Work in Progress
What I love most about “Work in Progress” is the promise of what something might be. It isn’t really anything yet, it’s just trying to get there. Work in progress is something along the evolutionary path to somewhere. A promise to be amazing. A promise to inspire, motivate or entertain the viewer.
When I start a painting I have a plan. Something in my mind that wants to find a way out onto the page. This is true for all of my work, drawings, paintings or digital art. I have to see it first before I can make it. But that’s where it ends. The knowing what you want to do and the final outcome can vary greatly depending on mood, time and skill even. Many times I’ve started down one road and turned hard left to another path. A drawing that started as one cyclist on a bike in a landscape becomes a cityscape with a small group. I can’t tell you why.
So much for planning.
But I think that’s the interesting part of the process of discovery. I have a plan and I’m okay with changing it along the way. Obviously if I’m working for a client it gets more difficult to follow my whims, after all I’m a professional. And I follow through, or I call them and say I’ve got a better idea — really now, who doesn’t want to hear a better idea. Works every time.
Fear no canvas.
When I start a new drawing or painting I am fearless, filled with hope and energy to get my idea out on the page. There is a pull to create something. Pen and ink drawings happen quickly for me so there is no overthinking, no backing out of an idea or making changes. It’s one and done, like or leave it. It’s just paper and ink.
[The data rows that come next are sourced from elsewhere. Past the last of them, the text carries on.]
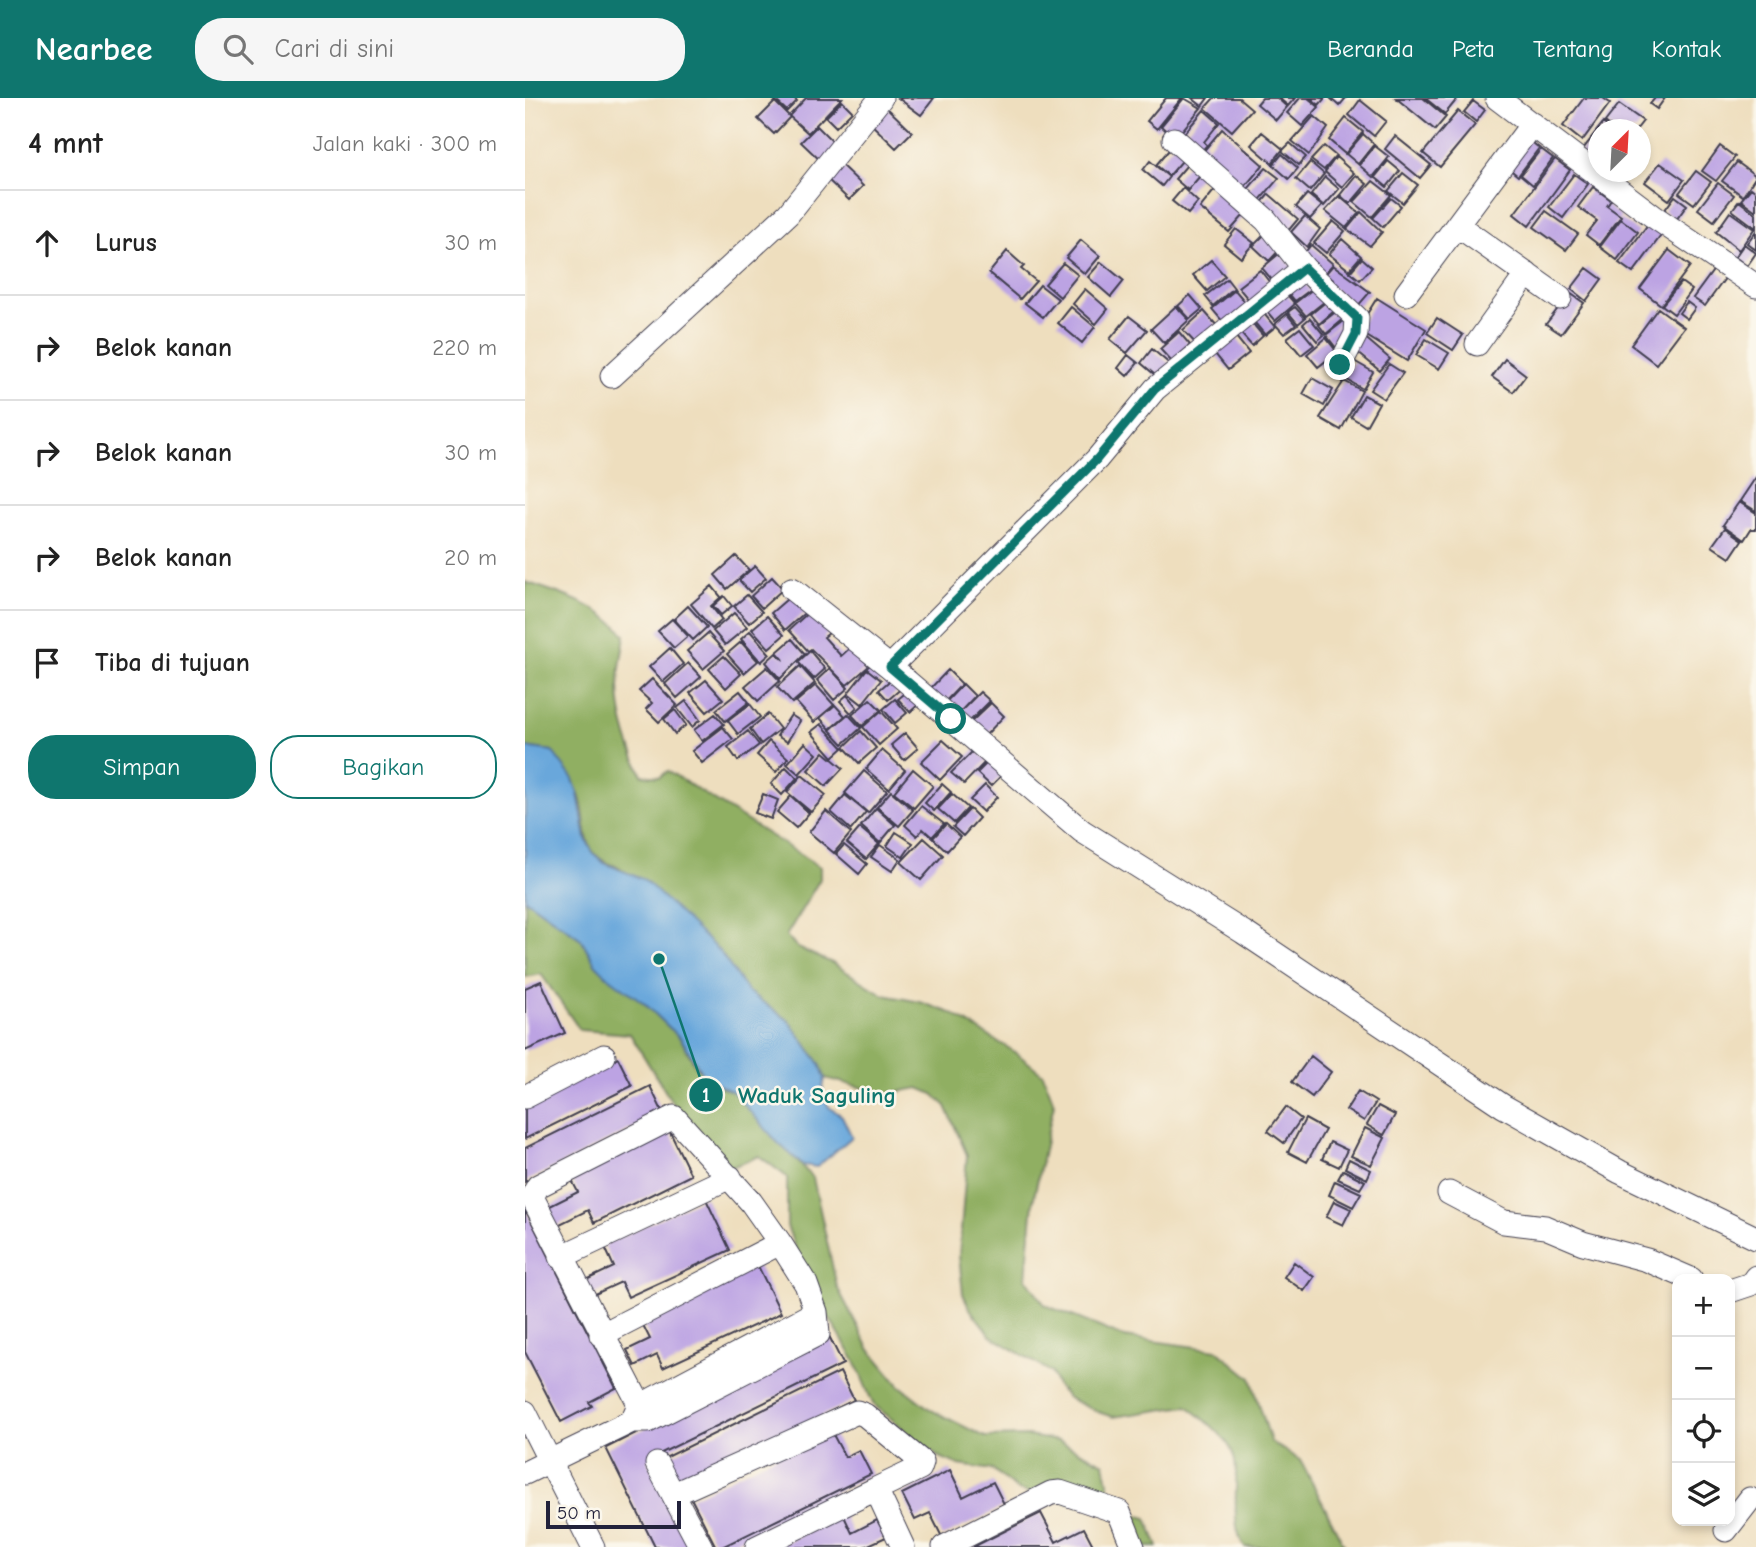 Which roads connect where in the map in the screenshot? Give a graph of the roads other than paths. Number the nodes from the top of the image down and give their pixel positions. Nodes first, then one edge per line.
1 (881, 98) edge
2 (1497, 98) edge
3 (1532, 124) junction
4 (1174, 139) dead end
5 (1457, 225) junction
6 (1304, 268) junction
7 (1527, 274) junction
8 (1756, 286) edge
9 (1406, 295) dead end
10 (1560, 298) dead end
11 (1478, 344) dead end
12 (1340, 365) dead end
13 (612, 376) dead end
14 (792, 589) dead end
15 (890, 667) junction
16 (604, 1056) dead end
17 (525, 1097) edge
18 (730, 1177) junction
19 (1449, 1193) dead end
20 (1756, 1238) edge
21 (780, 1243) junction
22 (561, 1257) junction
23 (1679, 1274) edge
24 (1756, 1277) edge
25 (1735, 1289) edge
26 (601, 1335) junction
27 (525, 1412) edge
28 (639, 1416) junction
29 (550, 1462) junction
30 (657, 1464) dead end
31 (525, 1473) edge
32 (876, 1489) junction
33 (674, 1494) junction
34 (1754, 1499) edge
35 (1726, 1530) dead end
36 (1127, 1545) edge
37 (593, 1547) edge
38 (701, 1547) edge
39 (757, 1547) edge
40 (904, 1547) edge
41 (944, 1547) edge

1 - 13 street
2 - 3 street
3 - 5 street
3 - 8 street
4 - 6 street
5 - 7 street
5 - 9 street
6 - 12 street
6 - 15 street
7 - 10 street
7 - 11 street
14 - 15 street
15 - 20 street
16 - 17 street
18 - 21 street
18 - 22 street
18 - 22 street
19 - 23 street
21 - 26 street
21 - 28 street
22 - 26 street
24 - 25 street
26 - 28 street
27 - 29 street
28 - 29 street
29 - 31 street
29 - 37 street
30 - 33 street
32 - 33 street
32 - 39 street
32 - 40 street
33 - 38 street
34 - 35 street
36 - 41 street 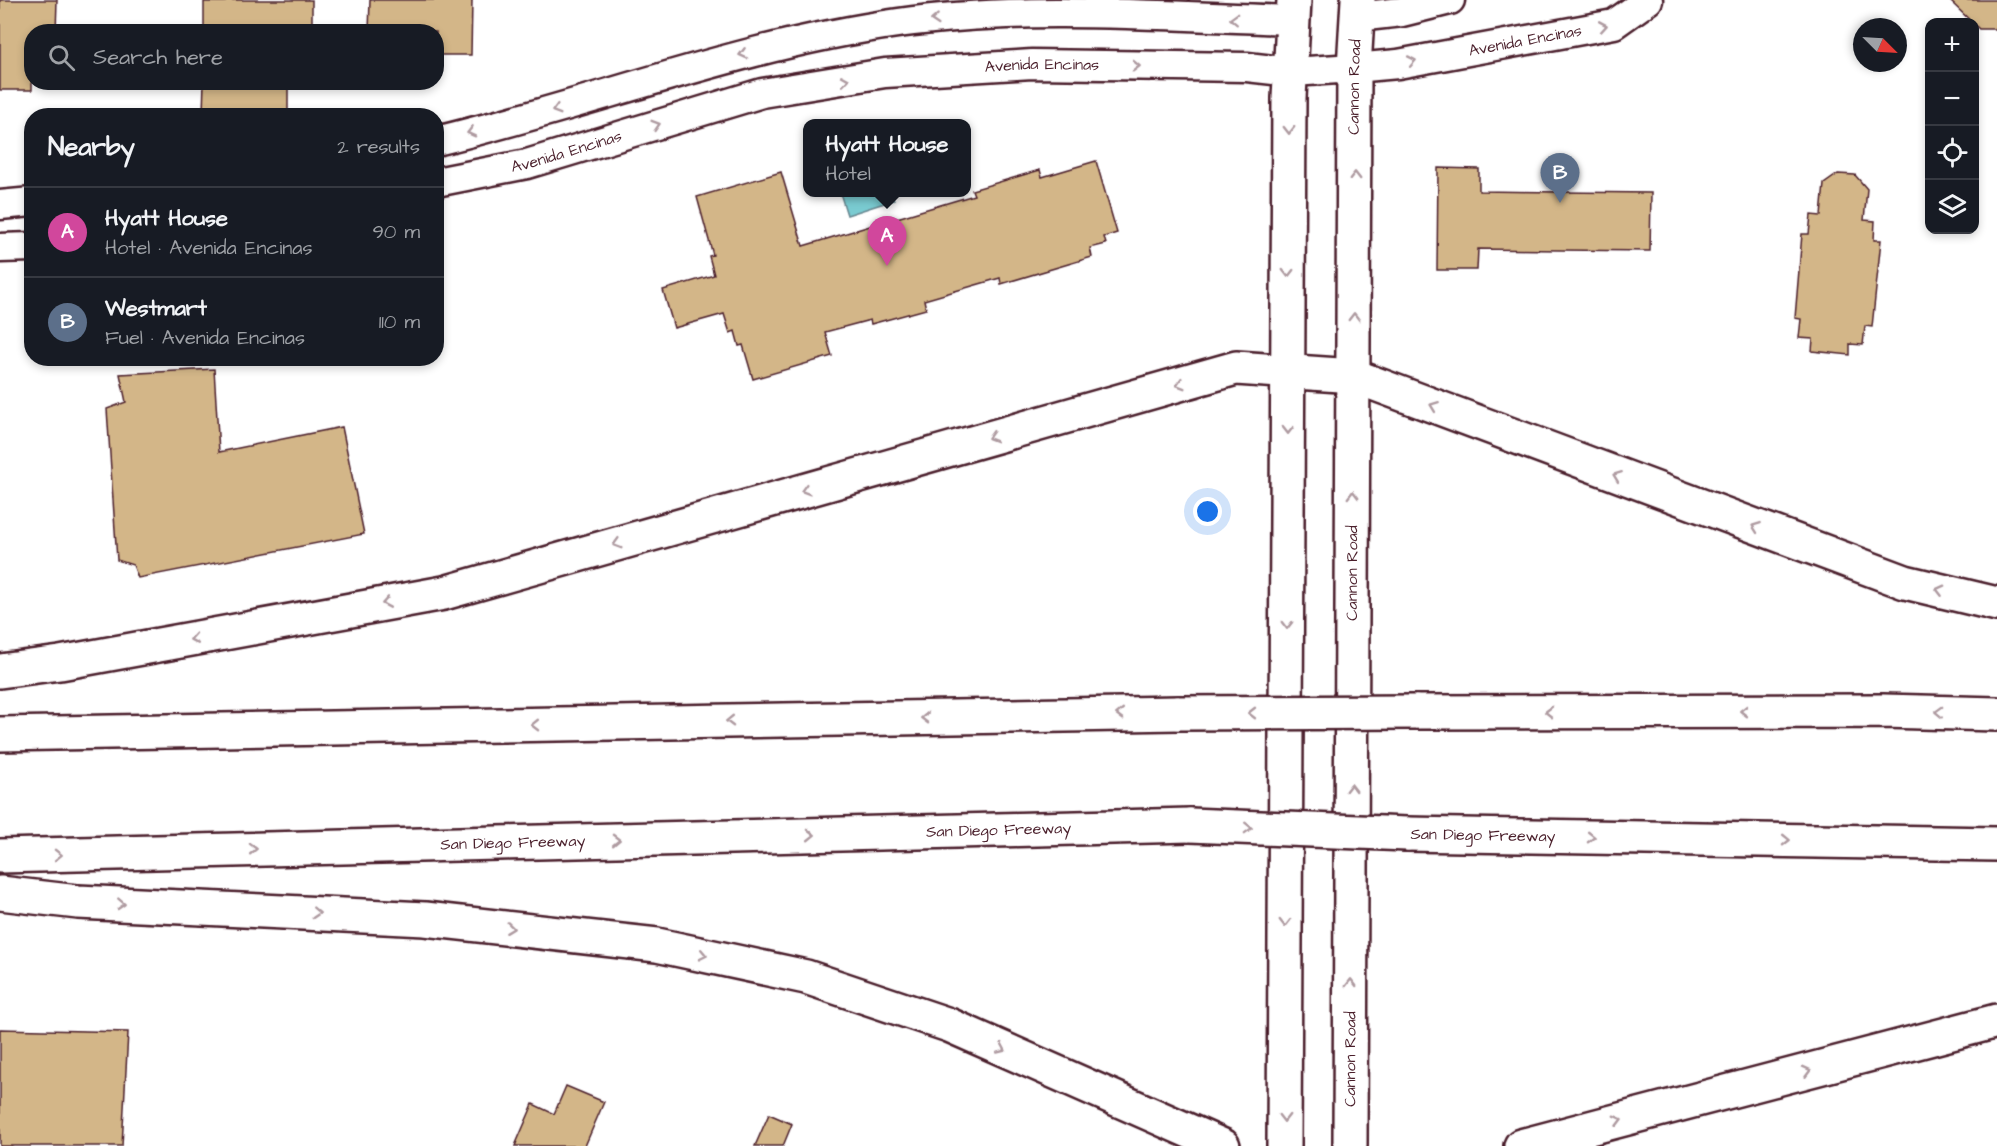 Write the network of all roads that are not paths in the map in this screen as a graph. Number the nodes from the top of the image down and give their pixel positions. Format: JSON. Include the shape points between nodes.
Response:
{"nodes":[{"id":1,"x":1450,"y":0,"type":"edge"},
{"id":2,"x":1648,"y":0,"type":"edge"},
{"id":3,"x":1357,"y":9,"type":"edge"},
{"id":4,"x":1293,"y":10,"type":"edge"},
{"id":5,"x":1354,"y":68,"type":"junction"},
{"id":6,"x":1292,"y":72,"type":"junction"},
{"id":7,"x":444,"y":139,"type":"edge"},
{"id":8,"x":444,"y":180,"type":"edge"},
{"id":9,"x":24,"y":203,"type":"edge"},
{"id":10,"x":0,"y":205,"type":"edge"},
{"id":11,"x":24,"y":247,"type":"edge"},
{"id":12,"x":0,"y":248,"type":"edge"},
{"id":13,"x":1288,"y":371,"type":"junction"},
{"id":14,"x":1354,"y":376,"type":"junction"},
{"id":15,"x":1997,"y":604,"type":"edge"},
{"id":16,"x":0,"y":671,"type":"edge"},
{"id":17,"x":1997,"y":714,"type":"edge"},
{"id":18,"x":0,"y":734,"type":"edge"},
{"id":19,"x":1997,"y":844,"type":"edge"},
{"id":20,"x":0,"y":856,"type":"edge"},
{"id":21,"x":0,"y":893,"type":"edge"},
{"id":22,"x":1997,"y":1021,"type":"edge"},
{"id":23,"x":1223,"y":1146,"type":"edge"},
{"id":24,"x":1284,"y":1146,"type":"edge"},
{"id":25,"x":1350,"y":1146,"type":"edge"},
{"id":26,"x":1521,"y":1146,"type":"edge"}],
"edges":[{"from":1,"to":3,"type":"street","via":[[1402,12]]},
{"from":5,"to":2,"type":"street","name":"Avenida Encinas","one_way":true,"via":[[1398,64],[1614,24]]},
{"from":3,"to":5,"type":"main road","name":"Cannon Road"},
{"from":4,"to":6,"type":"main road"},
{"from":4,"to":7,"type":"street","one_way":true,"via":[[983,16],[899,23],[714,61]]},
{"from":5,"to":6,"type":"street","name":"Avenida Encinas"},
{"from":14,"to":5,"type":"main road","name":"Cannon Road","one_way":true},
{"from":8,"to":6,"type":"street","name":"Avenida Encinas","one_way":true,"via":[[527,164],[762,93],[885,74],[1032,64],[1247,67]]},
{"from":6,"to":13,"type":"main road","one_way":true},
{"from":9,"to":10,"type":"street"},
{"from":11,"to":12,"type":"street"},
{"from":13,"to":14,"type":"main road"},
{"from":13,"to":16,"type":"main road","one_way":true,"via":[[1236,368],[444,593]]},
{"from":13,"to":24,"type":"main road","one_way":true},
{"from":15,"to":14,"type":"main road","one_way":true,"via":[[1905,582]]},
{"from":25,"to":14,"type":"main road","name":"Cannon Road","one_way":true},
{"from":17,"to":18,"type":"main road","one_way":true,"bridge":true,"via":[[1179,713]]},
{"from":20,"to":19,"type":"main road","name":"San Diego Freeway","one_way":true,"bridge":true,"via":[[1190,825],[1407,834]]},
{"from":21,"to":23,"type":"main road","one_way":true,"via":[[78,902],[425,919],[657,945],[806,977],[949,1025]]},
{"from":26,"to":22,"type":"main road","one_way":true}]}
But canvas or hardboard have always been a challenge because they’re more of a commitment. A much larger investment of time. For years this caused me fear and I thought way too much about the work trying to make it look like a painting, or what I thought a painting should look like.
At the end of the day my best work has always had the same fluid, spontaneous feeling of my ink drawings. A quality of not thinking too much, of going with the flow. It’s what I aim for but don’t always achieve. But since beauty is in the eye of the beholder, none of this really matters if someone else likes my work. If you’ve never thought about it, this is why so many artist are always pushing forward, unhappy with their work, its the process of discovery that is the driving force. Not the final painting or drawing.
The promise of what’s after the next brush stroke, the next turn in the road; not unlike the wandering bike rider looking for the perfect ride – i t’s all a work in progress.